Collected data entries:
····················

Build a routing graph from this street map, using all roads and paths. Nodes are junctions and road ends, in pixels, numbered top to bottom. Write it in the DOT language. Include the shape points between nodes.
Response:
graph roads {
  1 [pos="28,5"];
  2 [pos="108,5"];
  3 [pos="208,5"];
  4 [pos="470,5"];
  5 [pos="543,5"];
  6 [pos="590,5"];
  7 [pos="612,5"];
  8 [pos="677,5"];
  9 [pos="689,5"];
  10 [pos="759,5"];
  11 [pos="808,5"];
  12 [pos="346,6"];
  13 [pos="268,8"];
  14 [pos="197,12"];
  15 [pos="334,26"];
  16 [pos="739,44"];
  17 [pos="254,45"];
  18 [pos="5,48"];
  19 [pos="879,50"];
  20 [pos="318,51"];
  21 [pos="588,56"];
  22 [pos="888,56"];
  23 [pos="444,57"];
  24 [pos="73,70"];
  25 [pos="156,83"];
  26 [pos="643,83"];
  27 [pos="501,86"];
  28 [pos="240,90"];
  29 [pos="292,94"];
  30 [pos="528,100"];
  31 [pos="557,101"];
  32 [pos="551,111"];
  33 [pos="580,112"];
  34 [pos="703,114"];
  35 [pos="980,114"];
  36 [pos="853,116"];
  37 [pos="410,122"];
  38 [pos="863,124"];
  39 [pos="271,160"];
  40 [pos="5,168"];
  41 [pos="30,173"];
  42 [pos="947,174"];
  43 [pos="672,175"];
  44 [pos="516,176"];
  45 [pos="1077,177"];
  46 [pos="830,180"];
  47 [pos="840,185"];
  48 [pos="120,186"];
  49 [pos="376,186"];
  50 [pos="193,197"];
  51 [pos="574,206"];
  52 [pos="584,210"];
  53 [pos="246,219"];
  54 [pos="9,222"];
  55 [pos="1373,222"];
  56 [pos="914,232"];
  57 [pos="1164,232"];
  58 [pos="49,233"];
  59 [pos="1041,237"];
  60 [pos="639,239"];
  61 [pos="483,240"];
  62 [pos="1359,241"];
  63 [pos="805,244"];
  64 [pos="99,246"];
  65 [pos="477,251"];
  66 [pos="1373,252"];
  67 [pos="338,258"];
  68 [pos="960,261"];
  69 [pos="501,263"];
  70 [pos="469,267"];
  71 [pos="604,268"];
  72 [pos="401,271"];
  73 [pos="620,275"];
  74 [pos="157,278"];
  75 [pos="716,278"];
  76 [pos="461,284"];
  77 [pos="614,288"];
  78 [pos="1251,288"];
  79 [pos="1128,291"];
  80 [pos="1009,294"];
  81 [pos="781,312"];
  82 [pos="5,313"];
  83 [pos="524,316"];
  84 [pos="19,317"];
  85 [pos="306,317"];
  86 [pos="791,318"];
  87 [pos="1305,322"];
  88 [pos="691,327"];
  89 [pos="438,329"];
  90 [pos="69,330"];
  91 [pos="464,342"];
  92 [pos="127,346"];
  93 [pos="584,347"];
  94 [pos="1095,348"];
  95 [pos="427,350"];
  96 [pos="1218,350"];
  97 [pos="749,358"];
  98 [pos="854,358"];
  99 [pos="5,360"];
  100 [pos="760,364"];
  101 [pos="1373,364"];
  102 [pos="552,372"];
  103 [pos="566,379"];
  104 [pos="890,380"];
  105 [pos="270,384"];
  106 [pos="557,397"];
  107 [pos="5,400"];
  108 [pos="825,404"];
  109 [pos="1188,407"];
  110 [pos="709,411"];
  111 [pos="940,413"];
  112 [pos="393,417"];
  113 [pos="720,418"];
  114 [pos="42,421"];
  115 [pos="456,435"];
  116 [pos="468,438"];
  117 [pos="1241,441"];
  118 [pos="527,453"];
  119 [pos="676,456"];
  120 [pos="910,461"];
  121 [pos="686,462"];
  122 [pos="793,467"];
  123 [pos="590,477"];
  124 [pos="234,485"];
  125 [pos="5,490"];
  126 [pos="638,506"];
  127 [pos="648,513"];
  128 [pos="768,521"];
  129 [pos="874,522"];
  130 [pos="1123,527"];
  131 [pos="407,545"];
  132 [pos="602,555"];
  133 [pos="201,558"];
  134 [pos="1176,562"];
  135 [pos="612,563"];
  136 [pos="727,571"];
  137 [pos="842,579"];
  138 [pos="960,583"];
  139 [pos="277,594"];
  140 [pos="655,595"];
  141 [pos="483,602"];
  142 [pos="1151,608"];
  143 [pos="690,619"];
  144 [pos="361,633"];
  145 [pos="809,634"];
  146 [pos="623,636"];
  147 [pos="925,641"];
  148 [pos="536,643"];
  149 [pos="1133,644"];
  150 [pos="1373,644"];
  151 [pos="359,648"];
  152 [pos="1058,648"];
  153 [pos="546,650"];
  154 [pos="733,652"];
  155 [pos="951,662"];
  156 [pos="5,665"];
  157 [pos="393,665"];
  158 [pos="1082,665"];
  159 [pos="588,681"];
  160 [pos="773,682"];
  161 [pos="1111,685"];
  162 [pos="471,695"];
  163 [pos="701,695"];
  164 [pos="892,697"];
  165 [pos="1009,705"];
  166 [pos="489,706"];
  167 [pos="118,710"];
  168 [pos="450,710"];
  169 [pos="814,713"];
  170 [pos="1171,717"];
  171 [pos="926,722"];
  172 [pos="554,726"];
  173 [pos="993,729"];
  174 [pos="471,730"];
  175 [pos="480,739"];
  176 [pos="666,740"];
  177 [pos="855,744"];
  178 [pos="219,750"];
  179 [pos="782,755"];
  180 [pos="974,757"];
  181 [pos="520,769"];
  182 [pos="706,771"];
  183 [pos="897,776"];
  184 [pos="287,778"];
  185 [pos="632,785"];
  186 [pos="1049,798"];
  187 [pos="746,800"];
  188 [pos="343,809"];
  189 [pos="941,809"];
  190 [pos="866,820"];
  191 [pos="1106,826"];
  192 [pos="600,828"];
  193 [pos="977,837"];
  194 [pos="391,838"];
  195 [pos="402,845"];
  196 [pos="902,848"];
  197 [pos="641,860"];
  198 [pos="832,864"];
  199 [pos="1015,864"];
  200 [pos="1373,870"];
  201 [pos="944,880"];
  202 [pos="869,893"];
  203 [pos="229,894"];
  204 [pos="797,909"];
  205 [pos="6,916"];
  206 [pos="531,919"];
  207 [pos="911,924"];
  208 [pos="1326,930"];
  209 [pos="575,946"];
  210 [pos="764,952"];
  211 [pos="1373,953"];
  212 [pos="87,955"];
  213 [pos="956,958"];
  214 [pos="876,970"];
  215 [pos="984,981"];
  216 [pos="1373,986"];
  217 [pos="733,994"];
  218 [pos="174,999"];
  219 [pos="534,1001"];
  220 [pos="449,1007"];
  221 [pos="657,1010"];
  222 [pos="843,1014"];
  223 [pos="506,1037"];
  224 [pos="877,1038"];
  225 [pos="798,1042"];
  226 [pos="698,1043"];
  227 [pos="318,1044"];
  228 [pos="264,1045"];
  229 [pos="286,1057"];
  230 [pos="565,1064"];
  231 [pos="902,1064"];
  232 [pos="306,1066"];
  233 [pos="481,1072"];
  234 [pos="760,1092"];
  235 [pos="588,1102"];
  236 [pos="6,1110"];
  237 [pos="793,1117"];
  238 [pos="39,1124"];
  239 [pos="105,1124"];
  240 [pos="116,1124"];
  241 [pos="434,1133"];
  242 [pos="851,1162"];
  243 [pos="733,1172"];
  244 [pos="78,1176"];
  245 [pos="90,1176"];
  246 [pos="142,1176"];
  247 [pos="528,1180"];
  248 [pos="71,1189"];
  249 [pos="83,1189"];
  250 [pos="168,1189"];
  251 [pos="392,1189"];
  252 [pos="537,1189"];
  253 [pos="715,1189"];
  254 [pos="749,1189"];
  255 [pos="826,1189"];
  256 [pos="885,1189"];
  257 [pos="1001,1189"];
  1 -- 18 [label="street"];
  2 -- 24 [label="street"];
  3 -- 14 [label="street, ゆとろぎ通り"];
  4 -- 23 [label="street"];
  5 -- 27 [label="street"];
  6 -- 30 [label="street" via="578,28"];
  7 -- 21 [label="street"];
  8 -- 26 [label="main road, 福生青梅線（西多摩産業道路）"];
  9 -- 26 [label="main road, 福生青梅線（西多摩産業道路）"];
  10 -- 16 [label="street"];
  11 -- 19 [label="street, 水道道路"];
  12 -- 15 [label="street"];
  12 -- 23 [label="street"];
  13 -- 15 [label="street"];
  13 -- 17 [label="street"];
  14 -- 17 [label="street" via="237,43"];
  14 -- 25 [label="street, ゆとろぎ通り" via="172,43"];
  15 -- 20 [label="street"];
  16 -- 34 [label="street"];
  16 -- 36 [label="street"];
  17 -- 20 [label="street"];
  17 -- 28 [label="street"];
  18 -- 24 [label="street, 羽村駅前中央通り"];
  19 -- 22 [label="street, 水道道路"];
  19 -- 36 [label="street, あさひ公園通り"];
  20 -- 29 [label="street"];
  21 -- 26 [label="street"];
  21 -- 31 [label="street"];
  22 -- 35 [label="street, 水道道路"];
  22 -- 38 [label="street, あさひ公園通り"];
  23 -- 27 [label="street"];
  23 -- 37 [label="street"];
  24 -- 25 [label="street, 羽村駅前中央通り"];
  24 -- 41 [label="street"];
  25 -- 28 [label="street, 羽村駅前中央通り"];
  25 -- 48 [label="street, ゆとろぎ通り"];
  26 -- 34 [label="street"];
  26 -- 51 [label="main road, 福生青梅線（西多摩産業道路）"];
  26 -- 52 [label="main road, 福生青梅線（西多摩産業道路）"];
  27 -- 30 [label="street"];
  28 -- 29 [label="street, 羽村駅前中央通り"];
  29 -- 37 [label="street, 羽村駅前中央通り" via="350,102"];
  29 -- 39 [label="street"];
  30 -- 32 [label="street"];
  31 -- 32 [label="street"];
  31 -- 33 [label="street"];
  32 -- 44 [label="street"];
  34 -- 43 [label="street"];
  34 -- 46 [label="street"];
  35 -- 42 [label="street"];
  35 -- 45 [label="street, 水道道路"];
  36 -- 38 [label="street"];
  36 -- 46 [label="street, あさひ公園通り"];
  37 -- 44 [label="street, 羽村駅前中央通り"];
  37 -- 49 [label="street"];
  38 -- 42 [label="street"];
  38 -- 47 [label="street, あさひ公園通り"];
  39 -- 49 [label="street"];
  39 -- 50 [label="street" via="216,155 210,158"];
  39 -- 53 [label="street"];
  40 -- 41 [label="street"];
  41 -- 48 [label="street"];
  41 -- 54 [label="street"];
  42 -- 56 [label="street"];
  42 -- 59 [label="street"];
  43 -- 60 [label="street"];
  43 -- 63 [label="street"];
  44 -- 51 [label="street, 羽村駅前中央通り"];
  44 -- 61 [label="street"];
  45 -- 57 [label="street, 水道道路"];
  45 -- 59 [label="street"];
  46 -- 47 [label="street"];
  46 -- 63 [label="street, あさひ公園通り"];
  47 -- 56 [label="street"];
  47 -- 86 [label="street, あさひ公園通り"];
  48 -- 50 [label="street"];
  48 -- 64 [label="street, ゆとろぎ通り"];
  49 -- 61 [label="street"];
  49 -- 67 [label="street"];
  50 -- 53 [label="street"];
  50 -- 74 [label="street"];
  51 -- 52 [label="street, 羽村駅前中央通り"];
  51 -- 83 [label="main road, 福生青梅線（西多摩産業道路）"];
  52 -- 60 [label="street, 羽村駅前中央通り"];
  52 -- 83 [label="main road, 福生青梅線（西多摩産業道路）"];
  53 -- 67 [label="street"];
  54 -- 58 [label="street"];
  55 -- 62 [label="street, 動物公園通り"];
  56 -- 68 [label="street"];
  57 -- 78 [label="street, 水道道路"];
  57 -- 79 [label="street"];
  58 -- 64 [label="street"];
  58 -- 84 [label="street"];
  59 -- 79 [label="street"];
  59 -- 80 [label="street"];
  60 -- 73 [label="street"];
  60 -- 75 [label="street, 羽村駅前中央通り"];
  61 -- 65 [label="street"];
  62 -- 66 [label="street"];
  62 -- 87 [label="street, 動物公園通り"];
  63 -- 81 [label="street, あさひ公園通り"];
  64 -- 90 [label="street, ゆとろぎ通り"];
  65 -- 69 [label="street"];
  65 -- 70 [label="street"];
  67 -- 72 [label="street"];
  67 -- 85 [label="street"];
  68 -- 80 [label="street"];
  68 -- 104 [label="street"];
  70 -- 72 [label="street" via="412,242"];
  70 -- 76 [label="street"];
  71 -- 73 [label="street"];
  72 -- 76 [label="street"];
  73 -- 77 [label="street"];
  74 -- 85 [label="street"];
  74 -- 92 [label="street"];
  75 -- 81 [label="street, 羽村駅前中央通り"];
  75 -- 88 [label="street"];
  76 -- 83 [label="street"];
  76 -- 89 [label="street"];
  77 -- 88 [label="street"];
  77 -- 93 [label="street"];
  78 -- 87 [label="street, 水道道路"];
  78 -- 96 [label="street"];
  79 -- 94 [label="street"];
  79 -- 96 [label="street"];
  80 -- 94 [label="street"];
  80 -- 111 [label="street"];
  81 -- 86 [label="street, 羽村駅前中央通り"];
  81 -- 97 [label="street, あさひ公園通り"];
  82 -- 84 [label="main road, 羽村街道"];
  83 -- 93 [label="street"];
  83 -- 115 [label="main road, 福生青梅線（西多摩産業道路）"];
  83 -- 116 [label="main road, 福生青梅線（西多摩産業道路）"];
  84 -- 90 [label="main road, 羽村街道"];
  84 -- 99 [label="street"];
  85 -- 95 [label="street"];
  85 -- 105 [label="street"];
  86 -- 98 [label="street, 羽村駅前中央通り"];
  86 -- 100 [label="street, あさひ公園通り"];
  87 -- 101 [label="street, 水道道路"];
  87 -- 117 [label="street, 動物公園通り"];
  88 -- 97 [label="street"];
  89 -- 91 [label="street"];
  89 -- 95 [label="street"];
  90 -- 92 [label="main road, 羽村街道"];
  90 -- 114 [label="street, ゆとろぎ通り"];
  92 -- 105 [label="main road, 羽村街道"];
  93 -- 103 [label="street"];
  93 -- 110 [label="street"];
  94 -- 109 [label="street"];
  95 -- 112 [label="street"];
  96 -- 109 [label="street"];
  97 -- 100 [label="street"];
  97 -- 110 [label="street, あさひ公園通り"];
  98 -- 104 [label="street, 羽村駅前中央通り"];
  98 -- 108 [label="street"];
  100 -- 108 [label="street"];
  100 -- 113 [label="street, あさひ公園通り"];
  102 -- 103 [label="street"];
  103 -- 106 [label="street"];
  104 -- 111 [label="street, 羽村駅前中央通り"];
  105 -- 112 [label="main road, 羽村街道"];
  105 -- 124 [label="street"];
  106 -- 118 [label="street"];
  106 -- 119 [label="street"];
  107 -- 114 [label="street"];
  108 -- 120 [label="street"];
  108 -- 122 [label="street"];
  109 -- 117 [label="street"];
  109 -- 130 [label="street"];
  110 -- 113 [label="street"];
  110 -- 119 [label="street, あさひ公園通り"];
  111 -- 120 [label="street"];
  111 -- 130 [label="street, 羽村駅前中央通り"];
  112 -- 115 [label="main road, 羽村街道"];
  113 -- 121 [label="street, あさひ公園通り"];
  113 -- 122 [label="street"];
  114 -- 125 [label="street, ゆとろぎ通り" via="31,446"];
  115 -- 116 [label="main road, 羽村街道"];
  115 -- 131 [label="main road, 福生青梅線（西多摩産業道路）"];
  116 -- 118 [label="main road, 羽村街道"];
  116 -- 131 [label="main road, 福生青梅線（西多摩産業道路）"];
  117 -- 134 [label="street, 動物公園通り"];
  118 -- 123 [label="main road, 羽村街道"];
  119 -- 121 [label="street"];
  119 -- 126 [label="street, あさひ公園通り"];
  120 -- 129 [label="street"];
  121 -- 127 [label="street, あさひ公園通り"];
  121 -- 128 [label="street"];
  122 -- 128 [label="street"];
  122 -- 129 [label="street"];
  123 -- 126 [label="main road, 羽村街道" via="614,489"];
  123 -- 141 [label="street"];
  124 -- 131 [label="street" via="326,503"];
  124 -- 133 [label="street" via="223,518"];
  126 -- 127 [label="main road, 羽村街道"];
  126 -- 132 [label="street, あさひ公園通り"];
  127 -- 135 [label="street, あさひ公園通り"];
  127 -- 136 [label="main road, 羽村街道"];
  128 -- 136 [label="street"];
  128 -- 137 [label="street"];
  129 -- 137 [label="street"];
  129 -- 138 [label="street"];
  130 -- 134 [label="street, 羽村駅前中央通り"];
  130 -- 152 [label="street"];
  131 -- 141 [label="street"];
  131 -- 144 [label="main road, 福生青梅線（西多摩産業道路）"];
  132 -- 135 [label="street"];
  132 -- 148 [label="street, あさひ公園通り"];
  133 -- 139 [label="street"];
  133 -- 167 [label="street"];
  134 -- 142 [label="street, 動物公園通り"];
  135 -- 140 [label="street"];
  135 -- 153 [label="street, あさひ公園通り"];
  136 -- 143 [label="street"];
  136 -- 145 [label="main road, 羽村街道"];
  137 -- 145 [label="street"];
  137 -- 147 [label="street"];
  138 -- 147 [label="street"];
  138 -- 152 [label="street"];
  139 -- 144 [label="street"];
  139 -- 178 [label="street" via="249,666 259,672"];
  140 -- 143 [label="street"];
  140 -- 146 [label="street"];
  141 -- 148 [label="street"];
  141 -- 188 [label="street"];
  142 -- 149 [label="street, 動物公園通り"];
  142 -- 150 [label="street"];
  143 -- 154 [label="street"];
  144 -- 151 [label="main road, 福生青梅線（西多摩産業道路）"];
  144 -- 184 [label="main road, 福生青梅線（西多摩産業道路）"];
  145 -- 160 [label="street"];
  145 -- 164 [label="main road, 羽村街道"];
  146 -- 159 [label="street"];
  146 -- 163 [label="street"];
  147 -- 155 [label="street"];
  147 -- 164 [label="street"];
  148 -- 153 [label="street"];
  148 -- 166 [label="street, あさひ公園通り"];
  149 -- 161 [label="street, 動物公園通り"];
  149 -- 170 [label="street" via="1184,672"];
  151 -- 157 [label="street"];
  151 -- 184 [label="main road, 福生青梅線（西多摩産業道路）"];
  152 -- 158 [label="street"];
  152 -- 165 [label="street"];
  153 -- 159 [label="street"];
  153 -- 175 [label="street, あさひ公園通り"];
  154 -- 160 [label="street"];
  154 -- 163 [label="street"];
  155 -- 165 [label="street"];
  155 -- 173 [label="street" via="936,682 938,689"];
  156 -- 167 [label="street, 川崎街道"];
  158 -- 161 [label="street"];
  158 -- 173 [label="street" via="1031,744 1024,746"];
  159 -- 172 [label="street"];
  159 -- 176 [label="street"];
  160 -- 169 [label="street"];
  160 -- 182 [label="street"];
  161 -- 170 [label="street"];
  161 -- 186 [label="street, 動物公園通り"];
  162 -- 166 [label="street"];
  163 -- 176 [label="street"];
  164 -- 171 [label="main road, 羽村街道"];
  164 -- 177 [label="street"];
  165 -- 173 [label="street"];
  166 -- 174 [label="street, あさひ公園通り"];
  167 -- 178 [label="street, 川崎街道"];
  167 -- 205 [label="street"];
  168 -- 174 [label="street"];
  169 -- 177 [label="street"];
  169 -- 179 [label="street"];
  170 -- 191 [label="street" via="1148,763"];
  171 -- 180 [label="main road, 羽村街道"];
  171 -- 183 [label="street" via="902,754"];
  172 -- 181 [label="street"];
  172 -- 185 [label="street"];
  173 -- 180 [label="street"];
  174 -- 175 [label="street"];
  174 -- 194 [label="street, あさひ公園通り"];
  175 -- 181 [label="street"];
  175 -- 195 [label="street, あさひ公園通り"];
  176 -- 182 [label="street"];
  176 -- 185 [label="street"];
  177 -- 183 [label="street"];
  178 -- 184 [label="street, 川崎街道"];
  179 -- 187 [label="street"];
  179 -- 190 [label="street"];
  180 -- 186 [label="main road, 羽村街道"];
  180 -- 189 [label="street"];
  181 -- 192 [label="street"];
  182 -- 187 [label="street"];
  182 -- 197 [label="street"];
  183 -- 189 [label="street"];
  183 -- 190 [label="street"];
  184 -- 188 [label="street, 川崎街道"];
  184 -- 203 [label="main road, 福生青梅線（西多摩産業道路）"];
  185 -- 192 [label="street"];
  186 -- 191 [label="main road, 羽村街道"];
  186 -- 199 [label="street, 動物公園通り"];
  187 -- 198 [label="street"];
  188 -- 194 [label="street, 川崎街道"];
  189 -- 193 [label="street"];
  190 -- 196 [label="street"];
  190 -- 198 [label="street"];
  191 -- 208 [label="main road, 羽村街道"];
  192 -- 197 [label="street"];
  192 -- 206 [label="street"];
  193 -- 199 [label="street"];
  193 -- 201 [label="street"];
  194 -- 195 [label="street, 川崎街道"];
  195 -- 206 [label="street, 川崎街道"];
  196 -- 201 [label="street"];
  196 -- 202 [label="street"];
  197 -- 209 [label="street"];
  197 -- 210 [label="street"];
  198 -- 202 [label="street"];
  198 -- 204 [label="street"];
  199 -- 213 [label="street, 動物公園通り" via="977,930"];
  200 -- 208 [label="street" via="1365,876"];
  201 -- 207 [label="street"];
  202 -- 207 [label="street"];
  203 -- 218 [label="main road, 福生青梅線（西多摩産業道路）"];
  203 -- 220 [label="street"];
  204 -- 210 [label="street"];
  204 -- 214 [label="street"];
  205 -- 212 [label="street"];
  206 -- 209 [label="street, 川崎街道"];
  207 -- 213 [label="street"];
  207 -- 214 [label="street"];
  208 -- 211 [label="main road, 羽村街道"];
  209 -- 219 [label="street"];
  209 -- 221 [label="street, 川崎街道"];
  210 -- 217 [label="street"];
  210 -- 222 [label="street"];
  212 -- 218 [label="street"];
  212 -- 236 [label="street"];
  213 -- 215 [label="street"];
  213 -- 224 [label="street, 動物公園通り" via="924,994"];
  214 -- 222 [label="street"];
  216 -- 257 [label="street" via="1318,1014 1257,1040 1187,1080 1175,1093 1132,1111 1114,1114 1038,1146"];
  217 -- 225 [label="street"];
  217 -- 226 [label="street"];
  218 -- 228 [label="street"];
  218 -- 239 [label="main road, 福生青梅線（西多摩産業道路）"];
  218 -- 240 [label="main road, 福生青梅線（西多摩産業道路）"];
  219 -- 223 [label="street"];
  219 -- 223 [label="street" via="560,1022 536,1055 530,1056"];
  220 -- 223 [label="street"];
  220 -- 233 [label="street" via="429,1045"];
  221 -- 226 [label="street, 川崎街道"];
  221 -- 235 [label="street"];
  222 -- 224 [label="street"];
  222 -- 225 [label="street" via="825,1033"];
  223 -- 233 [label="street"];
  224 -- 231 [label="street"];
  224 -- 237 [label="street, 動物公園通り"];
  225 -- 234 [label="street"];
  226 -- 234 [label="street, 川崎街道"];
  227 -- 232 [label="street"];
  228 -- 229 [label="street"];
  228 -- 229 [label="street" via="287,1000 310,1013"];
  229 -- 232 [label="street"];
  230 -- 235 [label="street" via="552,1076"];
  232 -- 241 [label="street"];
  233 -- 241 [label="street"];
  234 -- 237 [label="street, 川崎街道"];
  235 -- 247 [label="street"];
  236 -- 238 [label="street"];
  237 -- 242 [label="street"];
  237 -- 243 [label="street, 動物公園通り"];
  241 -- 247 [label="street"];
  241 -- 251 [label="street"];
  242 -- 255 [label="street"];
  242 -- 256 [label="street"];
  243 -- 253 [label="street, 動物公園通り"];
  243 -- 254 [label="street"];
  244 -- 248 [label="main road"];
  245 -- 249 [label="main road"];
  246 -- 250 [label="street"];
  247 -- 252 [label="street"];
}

····················

## TASK STATEMENT
Find the word "graph" in the entries above. Copy every line that has it.

## ANSWER TO THIS EXERCISE
Build a routing graph from this street map, using all roads and paths. Nodes are junctions and road ends, in pixels, numbered top to bottom. Write it in the DOT language. Include the shape points between nodes.
graph roads {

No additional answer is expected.